Dan Hallatt

About

Dan Hallatt successfully defended a MASc in nuclear engineering at Ontario Tech University (Oshawa, Canada) in 2019. In 2017 he completed a BEng in materials engineering at McMaster University (Hamilton, Canada). Currently, Dan is engaged in research towards earning a cotutelle PhD under the supervision of Professor Hugues Leroux at the Université de Lille (France) and Professor Mark Burchell and Dr. Penny Wozniakiewicz at the University of Kent. The title of his doctoral thesis is expected to be ‘Thermal and shock behaviour of phyllosilicates; application to the Ryugu asteroid’. With this, Dan is highly enthused with the opportunity to explore a longstanding passion of his and begin a research career in the planetary sciences.

Research interests

One of Dan’s primary research interests is concerned with the formation and evolution of bodies within our solar system and our place within it. Dan hopes that, from a materials science perspective, he can help provide experimental evidence for the community to come closer to answering such questions.

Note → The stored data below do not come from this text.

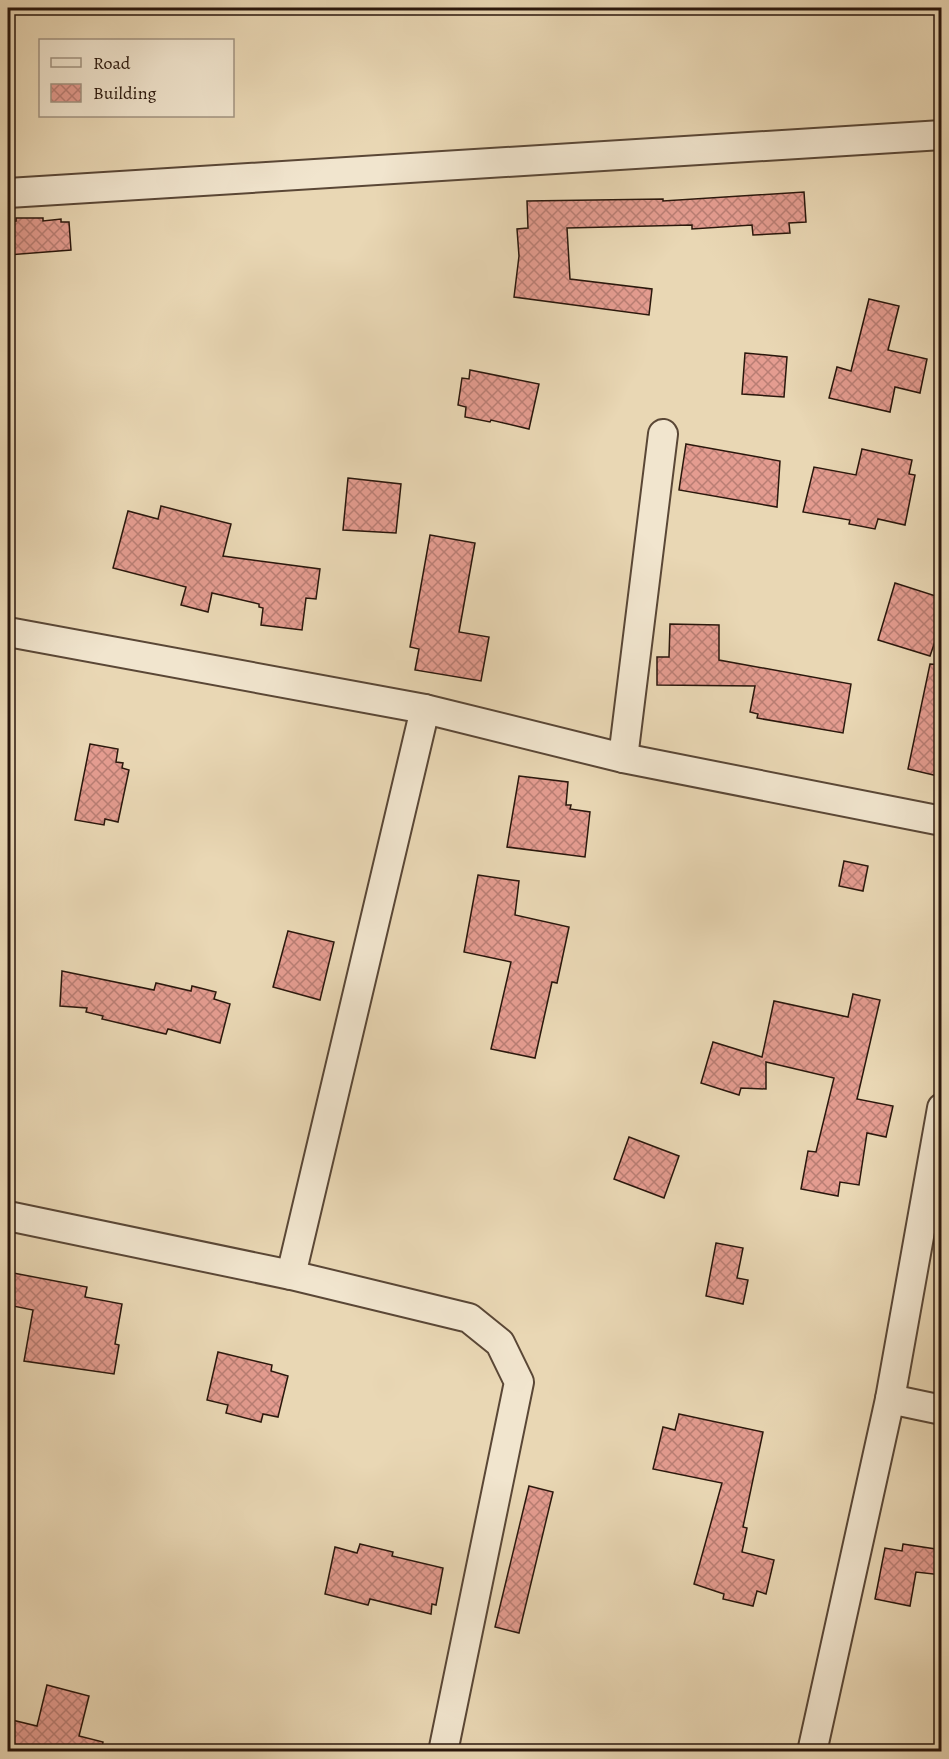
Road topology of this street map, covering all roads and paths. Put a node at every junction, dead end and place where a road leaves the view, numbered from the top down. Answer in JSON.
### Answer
{"nodes":[{"id":1,"x":942,"y":135,"type":"edge"},
{"id":2,"x":8,"y":193,"type":"edge"},
{"id":3,"x":663,"y":434,"type":"dead end"},
{"id":4,"x":8,"y":632,"type":"edge"},
{"id":5,"x":425,"y":709,"type":"junction"},
{"id":6,"x":623,"y":758,"type":"junction"},
{"id":7,"x":942,"y":821,"type":"edge"},
{"id":8,"x":942,"y":1108,"type":"edge"},
{"id":9,"x":8,"y":1216,"type":"edge"},
{"id":10,"x":291,"y":1275,"type":"junction"},
{"id":11,"x":890,"y":1399,"type":"junction"},
{"id":12,"x":942,"y":1410,"type":"edge"},
{"id":13,"x":443,"y":1752,"type":"edge"},
{"id":14,"x":812,"y":1752,"type":"edge"}],
"edges":[{"from":1,"to":2,"type":"street"},
{"from":3,"to":6,"type":"street"},
{"from":4,"to":5,"type":"street"},
{"from":5,"to":6,"type":"street"},
{"from":5,"to":10,"type":"street"},
{"from":6,"to":7,"type":"street"},
{"from":8,"to":11,"type":"street"},
{"from":9,"to":10,"type":"street"},
{"from":10,"to":13,"type":"street"},
{"from":11,"to":12,"type":"street"},
{"from":11,"to":14,"type":"street"}]}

As the inspiration of his PhD research, material like that from cometary and asteroidal bodies is surmised to have possibly avoided the relatively severe geological and/or chemical environments that have likely changed the planets since their formation. Instead, material such as that expected to be returned from the asteroid (162173) Ryugu presents a possibly unrivalled fingerprint into the spatial and temporal depths of our solar system.

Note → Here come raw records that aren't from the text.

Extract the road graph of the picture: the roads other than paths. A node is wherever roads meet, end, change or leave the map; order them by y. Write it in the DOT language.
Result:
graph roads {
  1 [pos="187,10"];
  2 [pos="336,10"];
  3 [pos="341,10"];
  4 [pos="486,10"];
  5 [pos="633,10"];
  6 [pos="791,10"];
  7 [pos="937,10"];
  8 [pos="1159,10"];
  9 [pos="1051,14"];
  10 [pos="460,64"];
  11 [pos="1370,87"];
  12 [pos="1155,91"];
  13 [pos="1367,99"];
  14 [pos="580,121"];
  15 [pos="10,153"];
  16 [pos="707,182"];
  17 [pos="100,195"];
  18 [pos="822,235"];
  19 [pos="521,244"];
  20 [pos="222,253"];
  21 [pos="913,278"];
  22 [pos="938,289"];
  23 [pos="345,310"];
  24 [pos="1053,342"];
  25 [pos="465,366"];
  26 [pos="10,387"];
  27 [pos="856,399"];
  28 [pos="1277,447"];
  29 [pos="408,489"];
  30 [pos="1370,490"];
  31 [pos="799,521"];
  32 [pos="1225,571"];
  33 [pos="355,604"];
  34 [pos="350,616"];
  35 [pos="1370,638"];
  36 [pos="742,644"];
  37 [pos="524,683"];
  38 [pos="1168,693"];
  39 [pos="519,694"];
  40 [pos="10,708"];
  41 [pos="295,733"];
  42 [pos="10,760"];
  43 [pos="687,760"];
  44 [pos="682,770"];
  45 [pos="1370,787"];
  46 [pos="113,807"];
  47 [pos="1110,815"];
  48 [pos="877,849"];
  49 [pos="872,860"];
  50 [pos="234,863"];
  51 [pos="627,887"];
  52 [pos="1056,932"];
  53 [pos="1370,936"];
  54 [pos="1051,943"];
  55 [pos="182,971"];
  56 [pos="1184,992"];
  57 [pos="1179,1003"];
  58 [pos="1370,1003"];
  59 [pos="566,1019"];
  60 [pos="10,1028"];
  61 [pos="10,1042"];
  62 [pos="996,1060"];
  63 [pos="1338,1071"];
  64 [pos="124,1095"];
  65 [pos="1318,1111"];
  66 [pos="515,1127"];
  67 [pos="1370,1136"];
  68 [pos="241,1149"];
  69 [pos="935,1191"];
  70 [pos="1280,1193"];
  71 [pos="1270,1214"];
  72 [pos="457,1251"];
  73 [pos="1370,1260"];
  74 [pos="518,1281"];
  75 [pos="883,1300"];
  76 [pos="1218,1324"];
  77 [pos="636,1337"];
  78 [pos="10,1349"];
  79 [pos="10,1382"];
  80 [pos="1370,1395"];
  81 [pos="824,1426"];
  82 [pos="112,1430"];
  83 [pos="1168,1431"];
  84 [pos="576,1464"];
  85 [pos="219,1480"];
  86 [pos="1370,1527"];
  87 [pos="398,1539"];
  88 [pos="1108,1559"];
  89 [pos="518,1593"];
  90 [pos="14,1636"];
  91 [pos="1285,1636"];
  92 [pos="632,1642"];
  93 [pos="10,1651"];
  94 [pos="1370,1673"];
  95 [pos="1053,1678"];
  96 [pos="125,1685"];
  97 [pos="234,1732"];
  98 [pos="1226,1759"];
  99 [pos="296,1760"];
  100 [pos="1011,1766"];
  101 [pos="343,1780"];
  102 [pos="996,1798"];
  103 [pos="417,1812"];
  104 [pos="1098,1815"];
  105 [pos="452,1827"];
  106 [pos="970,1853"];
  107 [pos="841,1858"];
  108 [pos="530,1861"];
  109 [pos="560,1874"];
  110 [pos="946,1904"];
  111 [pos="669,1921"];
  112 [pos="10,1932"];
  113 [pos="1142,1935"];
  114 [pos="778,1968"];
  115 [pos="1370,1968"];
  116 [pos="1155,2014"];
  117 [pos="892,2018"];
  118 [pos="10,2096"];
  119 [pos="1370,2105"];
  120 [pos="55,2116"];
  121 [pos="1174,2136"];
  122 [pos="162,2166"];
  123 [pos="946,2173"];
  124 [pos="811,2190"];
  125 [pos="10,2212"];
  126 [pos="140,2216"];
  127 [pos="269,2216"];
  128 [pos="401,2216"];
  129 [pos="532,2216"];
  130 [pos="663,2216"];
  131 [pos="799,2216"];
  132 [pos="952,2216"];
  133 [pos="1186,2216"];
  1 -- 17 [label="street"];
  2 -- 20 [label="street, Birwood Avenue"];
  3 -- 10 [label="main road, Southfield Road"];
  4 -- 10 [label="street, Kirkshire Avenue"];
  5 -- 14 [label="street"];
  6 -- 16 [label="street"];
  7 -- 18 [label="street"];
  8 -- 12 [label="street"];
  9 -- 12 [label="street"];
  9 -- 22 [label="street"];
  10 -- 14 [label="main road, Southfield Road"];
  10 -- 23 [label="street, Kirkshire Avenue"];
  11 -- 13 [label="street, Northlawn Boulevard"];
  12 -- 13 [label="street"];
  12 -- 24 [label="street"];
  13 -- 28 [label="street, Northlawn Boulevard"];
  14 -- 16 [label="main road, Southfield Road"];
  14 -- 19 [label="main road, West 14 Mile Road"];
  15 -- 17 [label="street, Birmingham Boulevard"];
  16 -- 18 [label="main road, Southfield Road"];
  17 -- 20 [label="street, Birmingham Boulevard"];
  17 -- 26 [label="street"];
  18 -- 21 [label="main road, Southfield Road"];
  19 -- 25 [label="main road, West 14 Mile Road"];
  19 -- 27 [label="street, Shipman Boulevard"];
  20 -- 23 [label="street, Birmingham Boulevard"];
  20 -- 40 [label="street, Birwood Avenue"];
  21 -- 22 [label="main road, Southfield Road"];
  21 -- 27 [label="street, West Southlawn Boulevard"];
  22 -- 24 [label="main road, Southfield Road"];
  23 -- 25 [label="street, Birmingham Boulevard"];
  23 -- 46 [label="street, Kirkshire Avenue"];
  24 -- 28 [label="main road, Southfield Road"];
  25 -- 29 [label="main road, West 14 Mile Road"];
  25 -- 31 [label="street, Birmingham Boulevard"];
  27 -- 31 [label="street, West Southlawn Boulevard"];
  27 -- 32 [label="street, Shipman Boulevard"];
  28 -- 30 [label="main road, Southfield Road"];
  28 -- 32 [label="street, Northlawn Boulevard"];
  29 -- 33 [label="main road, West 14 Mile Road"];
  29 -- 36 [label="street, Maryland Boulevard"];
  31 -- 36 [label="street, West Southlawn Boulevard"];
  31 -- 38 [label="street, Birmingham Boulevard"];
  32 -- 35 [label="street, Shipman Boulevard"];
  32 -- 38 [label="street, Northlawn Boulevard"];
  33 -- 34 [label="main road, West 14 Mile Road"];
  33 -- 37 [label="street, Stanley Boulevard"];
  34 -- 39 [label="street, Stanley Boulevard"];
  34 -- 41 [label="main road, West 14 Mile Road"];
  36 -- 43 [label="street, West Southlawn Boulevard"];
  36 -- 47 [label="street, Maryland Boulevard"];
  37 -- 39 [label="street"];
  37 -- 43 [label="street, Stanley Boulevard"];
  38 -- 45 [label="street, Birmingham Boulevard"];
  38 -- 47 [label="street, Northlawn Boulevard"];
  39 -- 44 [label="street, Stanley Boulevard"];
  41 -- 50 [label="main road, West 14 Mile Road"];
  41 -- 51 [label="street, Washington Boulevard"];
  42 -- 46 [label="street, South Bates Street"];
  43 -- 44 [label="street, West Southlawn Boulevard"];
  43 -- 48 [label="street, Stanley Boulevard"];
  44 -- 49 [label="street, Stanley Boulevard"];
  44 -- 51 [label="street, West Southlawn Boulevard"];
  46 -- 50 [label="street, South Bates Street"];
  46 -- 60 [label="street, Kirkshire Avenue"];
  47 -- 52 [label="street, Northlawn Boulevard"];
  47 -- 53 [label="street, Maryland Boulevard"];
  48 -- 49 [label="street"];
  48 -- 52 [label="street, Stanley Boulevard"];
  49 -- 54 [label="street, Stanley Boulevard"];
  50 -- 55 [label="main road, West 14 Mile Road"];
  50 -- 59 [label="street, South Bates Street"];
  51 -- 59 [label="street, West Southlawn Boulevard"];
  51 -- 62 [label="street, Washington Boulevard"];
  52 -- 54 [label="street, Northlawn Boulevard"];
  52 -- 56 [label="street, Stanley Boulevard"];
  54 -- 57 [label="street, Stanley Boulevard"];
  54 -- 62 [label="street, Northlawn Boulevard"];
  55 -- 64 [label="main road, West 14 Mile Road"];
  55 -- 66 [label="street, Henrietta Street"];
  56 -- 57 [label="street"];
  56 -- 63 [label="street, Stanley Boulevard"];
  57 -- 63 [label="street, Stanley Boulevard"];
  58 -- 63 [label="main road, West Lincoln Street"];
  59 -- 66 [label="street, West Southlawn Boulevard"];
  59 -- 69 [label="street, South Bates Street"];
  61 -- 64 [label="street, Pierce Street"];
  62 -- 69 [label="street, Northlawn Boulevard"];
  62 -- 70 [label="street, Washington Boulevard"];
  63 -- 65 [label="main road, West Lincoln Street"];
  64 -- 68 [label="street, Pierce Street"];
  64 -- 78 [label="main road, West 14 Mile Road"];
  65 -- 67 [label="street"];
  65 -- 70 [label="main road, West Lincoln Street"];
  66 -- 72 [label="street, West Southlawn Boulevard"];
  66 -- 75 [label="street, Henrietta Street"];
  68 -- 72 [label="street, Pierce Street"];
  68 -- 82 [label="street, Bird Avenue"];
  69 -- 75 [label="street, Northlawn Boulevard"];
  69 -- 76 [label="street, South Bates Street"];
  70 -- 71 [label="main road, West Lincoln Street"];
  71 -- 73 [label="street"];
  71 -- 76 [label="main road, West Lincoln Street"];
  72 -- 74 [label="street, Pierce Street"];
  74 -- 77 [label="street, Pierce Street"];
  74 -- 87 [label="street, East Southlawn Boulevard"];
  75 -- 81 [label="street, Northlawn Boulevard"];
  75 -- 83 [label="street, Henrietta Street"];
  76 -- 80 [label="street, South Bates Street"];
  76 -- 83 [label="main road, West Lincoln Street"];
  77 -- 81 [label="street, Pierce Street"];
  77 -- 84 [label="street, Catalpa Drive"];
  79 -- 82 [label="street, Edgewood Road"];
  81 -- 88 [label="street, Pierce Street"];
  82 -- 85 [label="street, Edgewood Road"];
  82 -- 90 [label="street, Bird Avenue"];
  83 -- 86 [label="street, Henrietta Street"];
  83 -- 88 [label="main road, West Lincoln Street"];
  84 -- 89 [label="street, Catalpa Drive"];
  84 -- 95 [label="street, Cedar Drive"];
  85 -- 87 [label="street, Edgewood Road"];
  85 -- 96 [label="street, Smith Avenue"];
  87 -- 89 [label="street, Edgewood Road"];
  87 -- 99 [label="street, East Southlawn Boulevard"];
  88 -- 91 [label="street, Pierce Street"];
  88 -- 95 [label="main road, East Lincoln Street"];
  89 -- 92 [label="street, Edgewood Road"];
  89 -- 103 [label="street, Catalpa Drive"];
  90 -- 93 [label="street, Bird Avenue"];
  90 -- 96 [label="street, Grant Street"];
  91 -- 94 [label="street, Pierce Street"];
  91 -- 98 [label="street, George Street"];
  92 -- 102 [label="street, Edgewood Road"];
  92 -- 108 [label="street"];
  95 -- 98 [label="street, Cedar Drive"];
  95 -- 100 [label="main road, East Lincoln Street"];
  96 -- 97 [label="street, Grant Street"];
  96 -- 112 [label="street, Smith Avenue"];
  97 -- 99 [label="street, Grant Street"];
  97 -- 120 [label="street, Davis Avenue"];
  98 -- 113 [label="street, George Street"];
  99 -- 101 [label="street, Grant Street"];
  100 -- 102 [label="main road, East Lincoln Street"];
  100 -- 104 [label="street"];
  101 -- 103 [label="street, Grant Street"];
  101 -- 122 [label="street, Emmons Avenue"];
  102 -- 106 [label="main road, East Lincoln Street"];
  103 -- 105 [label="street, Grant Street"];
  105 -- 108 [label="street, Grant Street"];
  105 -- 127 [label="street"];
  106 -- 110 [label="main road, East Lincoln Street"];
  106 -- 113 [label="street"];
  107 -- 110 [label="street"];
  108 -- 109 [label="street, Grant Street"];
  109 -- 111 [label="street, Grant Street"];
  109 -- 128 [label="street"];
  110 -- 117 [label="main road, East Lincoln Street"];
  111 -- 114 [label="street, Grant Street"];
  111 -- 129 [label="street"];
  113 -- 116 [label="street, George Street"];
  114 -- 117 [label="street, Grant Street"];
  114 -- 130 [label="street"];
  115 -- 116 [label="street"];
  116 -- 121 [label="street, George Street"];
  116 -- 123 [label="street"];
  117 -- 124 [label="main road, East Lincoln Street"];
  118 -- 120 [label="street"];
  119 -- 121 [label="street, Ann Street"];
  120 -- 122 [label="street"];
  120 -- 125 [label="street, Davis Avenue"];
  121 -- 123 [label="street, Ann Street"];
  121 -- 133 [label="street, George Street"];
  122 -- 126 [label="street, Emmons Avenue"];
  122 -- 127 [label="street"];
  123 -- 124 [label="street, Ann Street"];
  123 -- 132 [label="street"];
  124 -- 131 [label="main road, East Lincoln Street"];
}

Dan is therefore interested in exploring the aspects of the space environment that are present around small bodies and which potentially alter some of the most primitive materials in the solar system. By simulating their local environment with tools such as the light gas gun, Dan hopes not only to improve the interpretation and understanding of such material’s reaction to the environment of space, but also its ability to maintain a role as an empirical messenger from times past. With a freedom of experimental parameters in the lab, and the use of characterization techniques such as scanning- and transmission electron microscopy, x-ray diffraction, and spectroscopy, it may be possible to help constrain the conditions for planetary formation in the early solar system and possibly trace the history of mineralogical species and their constituents such as water.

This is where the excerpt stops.